■ **What to work on**: Please report how many lines in the data below contain "Nagano". Nothing besides the number should be written.

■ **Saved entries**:

--------------------------------------------------

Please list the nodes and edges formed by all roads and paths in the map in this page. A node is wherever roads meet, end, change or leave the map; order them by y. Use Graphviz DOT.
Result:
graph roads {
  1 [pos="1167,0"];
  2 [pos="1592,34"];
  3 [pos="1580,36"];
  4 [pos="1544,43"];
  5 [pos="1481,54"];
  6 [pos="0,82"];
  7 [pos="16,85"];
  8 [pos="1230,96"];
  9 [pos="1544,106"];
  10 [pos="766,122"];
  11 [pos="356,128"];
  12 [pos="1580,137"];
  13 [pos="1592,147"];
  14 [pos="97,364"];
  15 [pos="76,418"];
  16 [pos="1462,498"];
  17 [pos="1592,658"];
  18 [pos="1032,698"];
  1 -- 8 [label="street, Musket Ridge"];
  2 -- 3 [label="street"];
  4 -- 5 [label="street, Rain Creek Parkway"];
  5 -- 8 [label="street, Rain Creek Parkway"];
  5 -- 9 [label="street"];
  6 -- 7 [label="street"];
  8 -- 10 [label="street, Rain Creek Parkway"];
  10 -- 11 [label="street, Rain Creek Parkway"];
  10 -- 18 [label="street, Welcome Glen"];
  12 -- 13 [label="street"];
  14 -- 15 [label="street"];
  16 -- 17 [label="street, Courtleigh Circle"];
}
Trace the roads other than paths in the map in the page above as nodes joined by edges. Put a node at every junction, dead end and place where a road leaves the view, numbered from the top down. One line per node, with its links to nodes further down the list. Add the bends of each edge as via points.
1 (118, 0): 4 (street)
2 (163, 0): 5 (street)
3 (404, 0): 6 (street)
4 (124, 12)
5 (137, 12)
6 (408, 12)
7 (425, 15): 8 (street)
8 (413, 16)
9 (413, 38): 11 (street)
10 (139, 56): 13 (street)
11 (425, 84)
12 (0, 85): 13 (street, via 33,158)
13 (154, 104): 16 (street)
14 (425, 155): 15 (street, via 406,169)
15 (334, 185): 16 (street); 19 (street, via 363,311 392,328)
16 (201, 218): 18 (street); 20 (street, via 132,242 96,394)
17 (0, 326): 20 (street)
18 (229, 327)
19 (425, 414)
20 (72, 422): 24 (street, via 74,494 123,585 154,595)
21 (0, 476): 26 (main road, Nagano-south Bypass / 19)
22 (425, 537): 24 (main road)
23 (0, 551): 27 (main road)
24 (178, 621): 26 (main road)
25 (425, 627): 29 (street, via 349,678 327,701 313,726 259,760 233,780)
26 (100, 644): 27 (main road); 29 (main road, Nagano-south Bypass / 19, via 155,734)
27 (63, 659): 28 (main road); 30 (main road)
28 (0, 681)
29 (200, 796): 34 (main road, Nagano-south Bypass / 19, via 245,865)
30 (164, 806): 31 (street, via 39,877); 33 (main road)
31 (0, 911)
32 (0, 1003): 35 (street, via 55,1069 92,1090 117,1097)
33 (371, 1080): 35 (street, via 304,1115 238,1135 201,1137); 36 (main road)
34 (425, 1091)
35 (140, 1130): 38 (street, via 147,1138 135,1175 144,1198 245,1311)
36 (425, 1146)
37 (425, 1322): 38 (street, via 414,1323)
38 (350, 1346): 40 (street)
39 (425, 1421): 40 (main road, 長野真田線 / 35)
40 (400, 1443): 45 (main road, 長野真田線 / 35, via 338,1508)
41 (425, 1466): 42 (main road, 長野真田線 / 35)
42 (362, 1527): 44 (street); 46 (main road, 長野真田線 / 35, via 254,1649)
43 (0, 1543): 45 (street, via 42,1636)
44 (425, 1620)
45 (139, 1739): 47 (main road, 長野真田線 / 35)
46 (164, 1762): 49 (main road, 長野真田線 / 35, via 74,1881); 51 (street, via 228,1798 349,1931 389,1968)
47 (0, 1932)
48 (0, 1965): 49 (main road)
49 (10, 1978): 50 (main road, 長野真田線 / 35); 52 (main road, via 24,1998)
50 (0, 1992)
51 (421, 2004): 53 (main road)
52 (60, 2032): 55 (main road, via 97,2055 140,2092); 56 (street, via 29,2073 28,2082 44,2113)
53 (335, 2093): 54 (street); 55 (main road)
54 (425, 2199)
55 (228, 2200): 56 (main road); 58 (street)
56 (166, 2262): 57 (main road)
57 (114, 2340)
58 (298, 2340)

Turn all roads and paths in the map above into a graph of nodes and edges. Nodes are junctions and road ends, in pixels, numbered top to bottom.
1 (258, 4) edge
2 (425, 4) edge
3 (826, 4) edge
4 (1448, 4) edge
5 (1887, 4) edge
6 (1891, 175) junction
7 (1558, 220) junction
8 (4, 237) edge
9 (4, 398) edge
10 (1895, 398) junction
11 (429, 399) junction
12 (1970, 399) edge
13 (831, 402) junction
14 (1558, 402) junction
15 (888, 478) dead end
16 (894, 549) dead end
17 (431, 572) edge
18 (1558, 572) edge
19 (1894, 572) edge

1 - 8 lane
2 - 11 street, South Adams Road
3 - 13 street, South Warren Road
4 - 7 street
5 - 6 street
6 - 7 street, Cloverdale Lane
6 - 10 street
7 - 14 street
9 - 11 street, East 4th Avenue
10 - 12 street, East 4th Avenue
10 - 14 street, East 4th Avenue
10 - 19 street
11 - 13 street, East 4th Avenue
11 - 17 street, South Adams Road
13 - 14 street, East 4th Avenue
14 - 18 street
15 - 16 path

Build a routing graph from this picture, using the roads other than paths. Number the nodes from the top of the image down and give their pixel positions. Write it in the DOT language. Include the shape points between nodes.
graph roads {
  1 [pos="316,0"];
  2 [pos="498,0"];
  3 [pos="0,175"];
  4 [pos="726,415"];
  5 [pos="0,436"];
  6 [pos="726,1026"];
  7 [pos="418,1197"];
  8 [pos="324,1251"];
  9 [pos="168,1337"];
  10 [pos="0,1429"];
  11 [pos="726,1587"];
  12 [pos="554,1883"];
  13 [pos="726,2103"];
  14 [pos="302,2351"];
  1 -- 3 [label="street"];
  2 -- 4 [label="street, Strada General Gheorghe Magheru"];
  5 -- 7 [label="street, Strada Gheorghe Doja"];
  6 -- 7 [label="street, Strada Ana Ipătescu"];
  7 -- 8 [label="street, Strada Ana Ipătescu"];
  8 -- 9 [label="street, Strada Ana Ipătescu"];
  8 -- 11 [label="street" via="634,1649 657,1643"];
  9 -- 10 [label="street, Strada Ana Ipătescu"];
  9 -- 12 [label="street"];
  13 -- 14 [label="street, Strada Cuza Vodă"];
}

--------------------------------------------------

■ **Answer space**: 3